Par Hichem ABOUD
Publié le 08/02/2026
Une phase décisive s’ouvre dans le dossier du Sahara occidental avec la tenue, à Madrid, de discussions ultraconfidentielles réunissant le Maroc, l’Algérie, la Mauritanie et le Front Polisario, sous l’égide directe des États-Unis. Loin d’une simple réunion technique, ce conclave marque le passage à des négociations substantielles, discrètes et stratégiques, désormais clairement pilotées depuis Washington, reléguant l’ONU à un rôle secondaire, voire symbolique.

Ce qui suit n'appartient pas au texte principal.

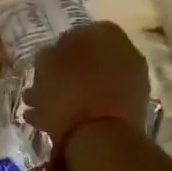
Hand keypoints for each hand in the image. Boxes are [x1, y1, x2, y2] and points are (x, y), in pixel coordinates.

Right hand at [23, 22, 151, 167]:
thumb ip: (48, 54)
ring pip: (91, 84)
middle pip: (87, 60)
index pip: (78, 32)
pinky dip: (79, 109)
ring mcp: (132, 83)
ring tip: (39, 109)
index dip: (57, 48)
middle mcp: (126, 53)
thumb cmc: (68, 93)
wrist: (101, 138)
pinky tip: (53, 122)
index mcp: (106, 34)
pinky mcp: (131, 111)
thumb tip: (53, 55)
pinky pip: (98, 104)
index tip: (42, 63)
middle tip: (39, 87)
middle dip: (62, 74)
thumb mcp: (45, 64)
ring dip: (66, 93)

Ces pourparlers s’inscrivent dans une trajectoire déjà engagée, après des consultations à Washington et à Alger. Les États-Unis y imposent leur cadre : la résolution 2797 du Conseil de sécurité, qui consacre le plan d’autonomie marocain comme base « sérieuse, crédible et réaliste ». Dans ce schéma, l’option du référendum est considérée comme obsolète et politiquement enterrée dans les chancelleries occidentales, même si elle demeure le discours officiel du Polisario et de l’Algérie.
Le plan d’autonomie marocain au cœur du jeu
Le cœur des discussions repose sur une version renforcée du plan d’autonomie marocain, largement étoffée depuis 2007. Ce projet prévoit une large autonomie locale sous souveraineté marocaine, avec maintien des symboles régaliens (drapeau, monnaie, intégrité territoriale), tout en offrant des compétences élargies aux institutions régionales sahariennes. Washington estime que le socle est désormais posé, même si certains paramètres pourraient encore être ajustés.
Ce positionnement reflète une évolution stratégique américaine : le Sahara n’est plus un dossier périphérique, mais un enjeu central de sécurité régionale et de rivalité géoéconomique, notamment face à la Chine, en raison des ressources minières et de la stabilité du flanc atlantique du Maghreb et du Sahel.
L’Union Européenne alignée, Algérie contrainte d’assumer son rôle
Un tournant majeur accompagne cette dynamique : l’Union européenne s’est, pour la première fois collectivement, alignée sur le plan d’autonomie marocain. Dans ce contexte, la participation de l’Algérie aux discussions de Madrid a une portée politique lourde. Bien qu’Alger continue d’affirmer ne pas être « partie au conflit », sa présence à la table des négociations consacre de facto son implication directe.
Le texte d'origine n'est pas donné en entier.